OpenAI’s leadership has found itself in damage control mode after comments suggesting the company is seeking government financial backing for its massive AI infrastructure investments sparked immediate controversy.
The episode began at a Wall Street Journal business conference on November 5, where OpenAI CFO Sarah Friar suggested that federal loan guarantees could help finance the company’s infrastructure expansion, which is expected to exceed $1 trillion. According to the report, Friar explained that government backing could attract investment needed for AI computing infrastructure, given the uncertain lifespan of AI data centers.

“This is where we’re looking for an ecosystem of banks, private equity, maybe even governmental,” Friar said, noting that federal loan guarantees would “really drop the cost of the financing” and enable OpenAI and its investors to borrow at lower rates.
The proposal drew immediate attention for being unusual for a Silicon Valley tech giant. Such guarantees would theoretically reduce OpenAI’s borrowing costs since the government would absorb losses if the company defaulted, while also dramatically expanding the company’s potential lender pool, as many banks and financial institutions face strict limits on high-risk lending.
Hours later, Friar took to LinkedIn to clarify her position. “I want to clarify my comments earlier today. OpenAI is not seeking a government backstop for our infrastructure commitments. I used the word ‘backstop’ and it muddied the point,” she wrote. Instead, she emphasized that she was making a broader point about American technological strength requiring both private sector and government involvement, adding that “the US government has been incredibly forward-leaning and has really understood that AI is a national strategic asset.”
But Friar’s comments weren’t made in isolation. Just one day earlier, OpenAI CEO Sam Altman had made similar remarks during an interview with economist Tyler Cowen. When discussing the massive scale of AI infrastructure investments, Altman suggested that governments could serve as “the insurer of last resort” for AI projects.

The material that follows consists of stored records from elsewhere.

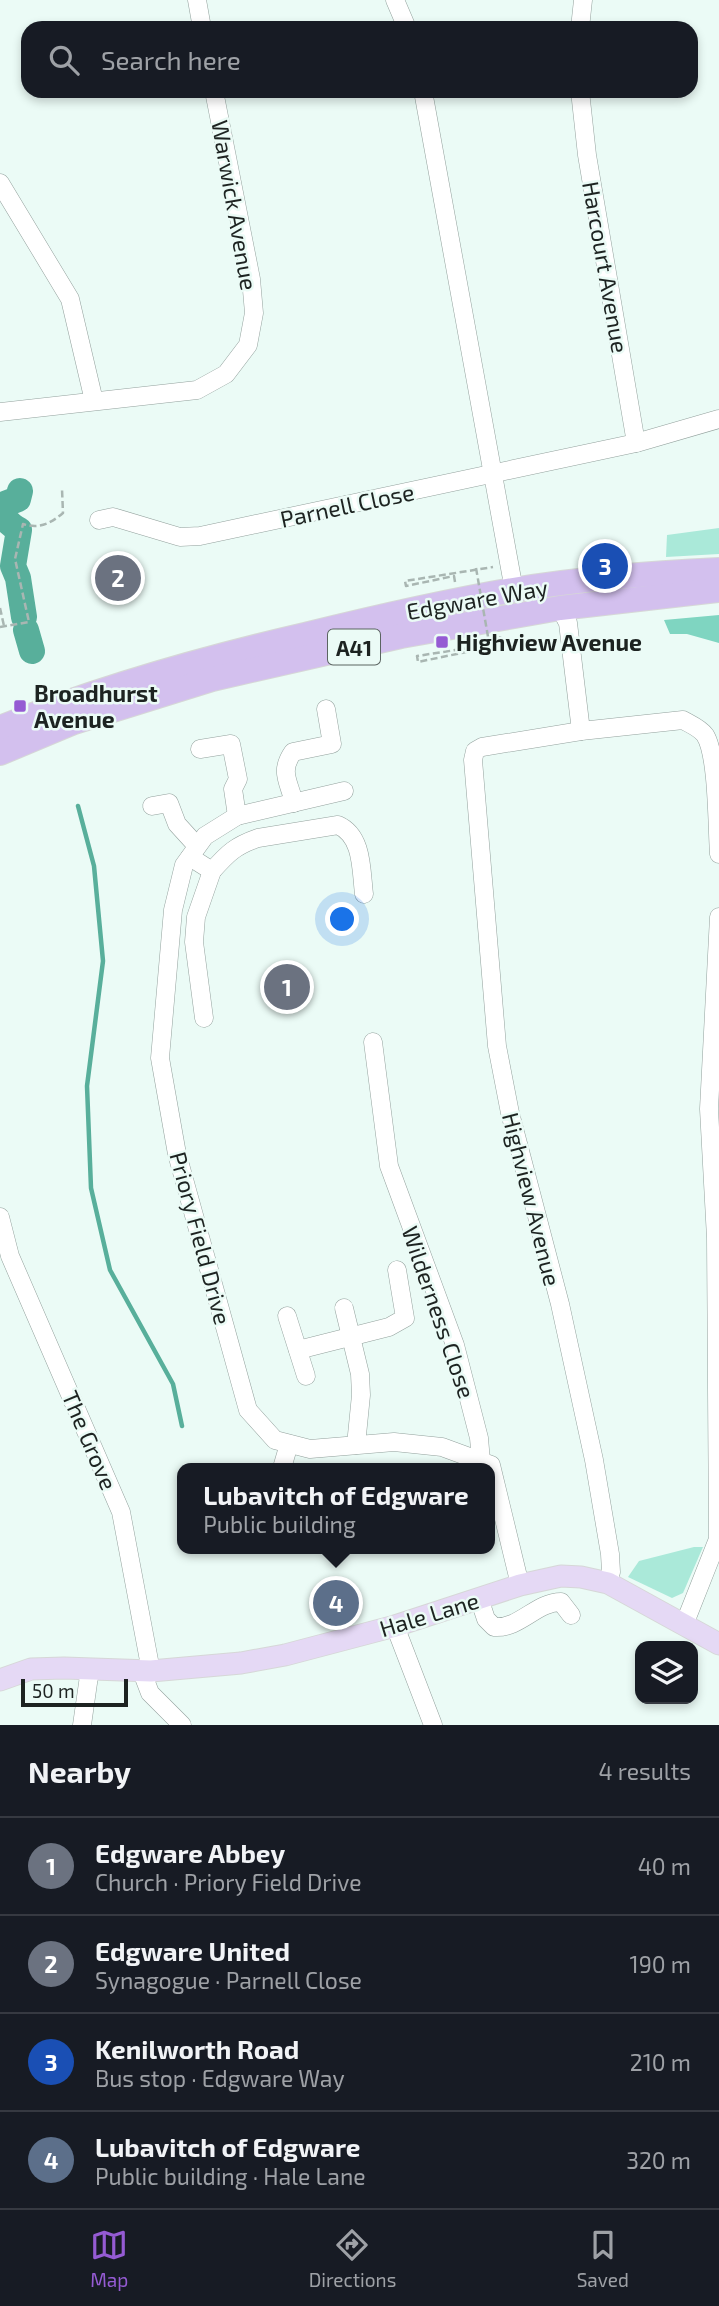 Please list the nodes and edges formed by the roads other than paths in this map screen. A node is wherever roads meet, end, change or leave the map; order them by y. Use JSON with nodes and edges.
{"nodes":[{"id":1,"x":197,"y":0,"type":"edge"},
{"id":2,"x":395,"y":0,"type":"edge"},
{"id":3,"x":583,"y":0,"type":"edge"},
{"id":4,"x":201,"y":21,"type":"edge"},
{"id":5,"x":404,"y":21,"type":"edge"},
{"id":6,"x":581,"y":21,"type":"edge"},
{"id":7,"x":216,"y":98,"type":"edge"},
{"id":8,"x":424,"y":98,"type":"edge"},
{"id":9,"x":581,"y":98,"type":"edge"},
{"id":10,"x":0,"y":183,"type":"edge"},
{"id":11,"x":94,"y":401,"type":"junction"},
{"id":12,"x":0,"y":412,"type":"edge"},
{"id":13,"x":719,"y":419,"type":"edge"},
{"id":14,"x":636,"y":443,"type":"junction"},
{"id":15,"x":494,"y":474,"type":"junction"},
{"id":16,"x":99,"y":520,"type":"dead end"},
{"id":17,"x":719,"y":570,"type":"edge"},
{"id":18,"x":514,"y":590,"type":"junction"},
{"id":19,"x":719,"y":590,"type":"edge"},
{"id":20,"x":560,"y":608,"type":"junction"},
{"id":21,"x":326,"y":709,"type":"dead end"},
{"id":22,"x":0,"y":728,"type":"edge"},
{"id":23,"x":581,"y":731,"type":"junction"},
{"id":24,"x":200,"y":749,"type":"dead end"},
{"id":25,"x":0,"y":753,"type":"edge"},
{"id":26,"x":344,"y":791,"type":"dead end"},
{"id":27,"x":294,"y":803,"type":"junction"},
{"id":28,"x":152,"y":806,"type":"dead end"},
{"id":29,"x":237,"y":816,"type":"junction"},
{"id":30,"x":193,"y":852,"type":"junction"},
{"id":31,"x":719,"y":854,"type":"edge"},
{"id":32,"x":212,"y":871,"type":"junction"},
{"id":33,"x":364,"y":894,"type":"dead end"},
{"id":34,"x":719,"y":917,"type":"edge"},
{"id":35,"x":204,"y":1018,"type":"dead end"},
{"id":36,"x":373,"y":1042,"type":"dead end"},
{"id":37,"x":0,"y":1217,"type":"edge"},
{"id":38,"x":397,"y":1270,"type":"dead end"},
{"id":39,"x":344,"y":1308,"type":"dead end"},
{"id":40,"x":287,"y":1317,"type":"dead end"},
{"id":41,"x":351,"y":1338,"type":"junction"},
{"id":42,"x":298,"y":1350,"type":"junction"},
{"id":43,"x":306,"y":1376,"type":"dead end"},
{"id":44,"x":289,"y":1444,"type":"junction"},
{"id":45,"x":356,"y":1445,"type":"junction"},
{"id":46,"x":481,"y":1461,"type":"junction"},
{"id":47,"x":283,"y":1463,"type":"edge"},
{"id":48,"x":486,"y":1463,"type":"edge"},
{"id":49,"x":495,"y":1482,"type":"edge"},
{"id":50,"x":608,"y":1583,"type":"junction"},
{"id":51,"x":520,"y":1585,"type":"junction"},
{"id":52,"x":479,"y":1598,"type":"junction"},
{"id":53,"x":572,"y":1615,"type":"dead end"},
{"id":54,"x":684,"y":1625,"type":"junction"},
{"id":55,"x":395,"y":1626,"type":"junction"},
{"id":56,"x":719,"y":1644,"type":"edge"},
{"id":57,"x":90,"y":1669,"type":"junction"},
{"id":58,"x":147,"y":1671,"type":"junction"},
{"id":59,"x":0,"y":1679,"type":"edge"},
{"id":60,"x":82,"y":1725,"type":"edge"},
{"id":61,"x":182,"y":1725,"type":"edge"},
{"id":62,"x":433,"y":1725,"type":"edge"}],
"edges":[{"from":1,"to":4,"type":"street"},
{"from":2,"to":5,"type":"street"},
{"from":3,"to":6,"type":"street"},
{"from":7,"to":11,"type":"street","name":"Warwick Avenue"},
{"from":8,"to":15,"type":"street"},
{"from":9,"to":14,"type":"street","name":"Harcourt Avenue"},
{"from":10,"to":11,"type":"street"},
{"from":11,"to":12,"type":"street","name":"Warwick Avenue"},
{"from":13,"to":14,"type":"street","name":"Parnell Close"},
{"from":14,"to":15,"type":"street","name":"Parnell Close"},
{"from":15,"to":16,"type":"street","name":"Parnell Close"},
{"from":15,"to":18,"type":"street"},
{"from":17,"to":18,"type":"highway","name":"Edgware Way","number":"A41"},
{"from":18,"to":22,"type":"highway","name":"Edgware Way","number":"A41"},
{"from":19,"to":20,"type":"highway","name":"Edgware Way","number":"A41"},
{"from":20,"to":23,"type":"street"},
{"from":20,"to":25,"type":"highway","name":"Edgware Way","number":"A41"},
{"from":21,"to":27,"type":"street"},
{"from":23,"to":31,"type":"street","name":"Highview Avenue"},
{"from":23,"to":50,"type":"street","name":"Highview Avenue"},
{"from":24,"to":29,"type":"street"},
{"from":26,"to":27,"type":"street"},
{"from":27,"to":29,"type":"street"},
{"from":28,"to":30,"type":"street"},
{"from":29,"to":30,"type":"street"},
{"from":30,"to":32,"type":"street"},
{"from":30,"to":44,"type":"street","name":"Priory Field Drive"},
{"from":32,"to":33,"type":"street"},
{"from":32,"to":35,"type":"street"},
{"from":34,"to":54,"type":"street"},
{"from":36,"to":46,"type":"street","name":"Wilderness Close"},
{"from":37,"to":58,"type":"street","name":"The Grove"},
{"from":38,"to":41,"type":"street"},
{"from":39,"to":41,"type":"street"},
{"from":40,"to":42,"type":"street"},
{"from":41,"to":42,"type":"street"},
{"from":41,"to":45,"type":"street"},
{"from":42,"to":43,"type":"street"},
{"from":44,"to":45,"type":"street","name":"Priory Field Drive"},
{"from":44,"to":47,"type":"street"},
{"from":45,"to":46,"type":"street","name":"Priory Field Drive"},
{"from":46,"to":48,"type":"street"},
{"from":49,"to":51,"type":"street"},
{"from":50,"to":51,"type":"main road","name":"Hale Lane"},
{"from":50,"to":54,"type":"main road","name":"Hale Lane"},
{"from":51,"to":52,"type":"main road","name":"Hale Lane"},
{"from":52,"to":53,"type":"street"},
{"from":52,"to":55,"type":"main road","name":"Hale Lane"},
{"from":54,"to":56,"type":"main road","name":"Hale Lane"},
{"from":55,"to":58,"type":"main road","name":"Hale Lane"},
{"from":55,"to":62,"type":"street"},
{"from":57,"to":58,"type":"main road","name":"Hale Lane"},
{"from":57,"to":59,"type":"main road","name":"Hale Lane"},
{"from":57,"to":60,"type":"street"},
{"from":58,"to":61,"type":"street","name":"The Grove"}]}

“At some level, when something gets sufficiently huge, whether or not they are on paper, the federal government is kind of the insurer of last resort, as we’ve seen in various financial crises and insurance companies screwing things up,” Altman said. “I guess, given the magnitude of what I expect AI economic impact to look like, I do think the government ends up as the insurer of last resort, but I think I mean that in a different way than you mean that, and I don’t expect them to actually be writing the policies in the way that maybe they do for nuclear.”
The timing of these coordinated messages raises questions about whether OpenAI is floating trial balloons for government support as it grapples with how to finance its unprecedented capital requirements. By some estimates, OpenAI has committed approximately $1 trillion in infrastructure deals this year alone, including a $300 billion partnership with Oracle and the $500 billion Stargate project with Oracle and SoftBank.

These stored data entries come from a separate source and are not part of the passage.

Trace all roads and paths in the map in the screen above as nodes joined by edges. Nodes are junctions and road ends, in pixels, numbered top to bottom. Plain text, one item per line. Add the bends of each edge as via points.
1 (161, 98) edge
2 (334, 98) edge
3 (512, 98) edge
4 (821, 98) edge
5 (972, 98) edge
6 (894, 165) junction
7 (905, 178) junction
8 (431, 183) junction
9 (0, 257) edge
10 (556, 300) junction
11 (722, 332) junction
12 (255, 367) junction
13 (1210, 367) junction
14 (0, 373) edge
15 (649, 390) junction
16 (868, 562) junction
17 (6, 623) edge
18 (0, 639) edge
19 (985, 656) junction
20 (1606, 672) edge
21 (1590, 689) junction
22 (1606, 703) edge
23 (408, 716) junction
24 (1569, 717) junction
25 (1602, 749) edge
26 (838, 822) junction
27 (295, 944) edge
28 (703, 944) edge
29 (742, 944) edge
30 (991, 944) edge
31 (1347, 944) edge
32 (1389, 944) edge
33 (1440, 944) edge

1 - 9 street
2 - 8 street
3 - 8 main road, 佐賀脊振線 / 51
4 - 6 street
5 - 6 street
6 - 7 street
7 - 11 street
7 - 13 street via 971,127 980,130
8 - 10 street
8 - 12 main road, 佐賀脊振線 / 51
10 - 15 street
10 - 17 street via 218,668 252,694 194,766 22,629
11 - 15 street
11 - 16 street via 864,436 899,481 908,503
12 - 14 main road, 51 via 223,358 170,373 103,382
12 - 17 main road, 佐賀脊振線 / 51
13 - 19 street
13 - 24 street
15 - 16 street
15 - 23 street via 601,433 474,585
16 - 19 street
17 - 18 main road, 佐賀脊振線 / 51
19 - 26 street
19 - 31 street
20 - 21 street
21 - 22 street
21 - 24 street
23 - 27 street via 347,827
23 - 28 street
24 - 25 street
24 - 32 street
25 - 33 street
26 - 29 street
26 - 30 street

The company’s financial situation adds urgency to the question. While OpenAI expects revenues in the tens of billions this year, that figure falls far short of covering the computing costs required to power its advanced chatbots, let alone fund its ambitious infrastructure buildout.
The government backing discussion also comes amid growing tensions over OpenAI’s spending. Last week, Altman bristled when questioned about how a company with billions in revenue could justify $1.4 trillion in spending commitments. In a podcast with investor Brad Gerstner, Altman shot back at critics, saying he wished OpenAI were public so skeptics could short the stock and “get burned on that.”
“People who talk with a lot of breathless concern about our compute stuff or whatever would be thrilled to buy shares,” Altman said. “We are taking a forward bet that it’s going to continue to grow and that not only will ChatGPT keep growing, but we will be able to become one of the important AI clouds.”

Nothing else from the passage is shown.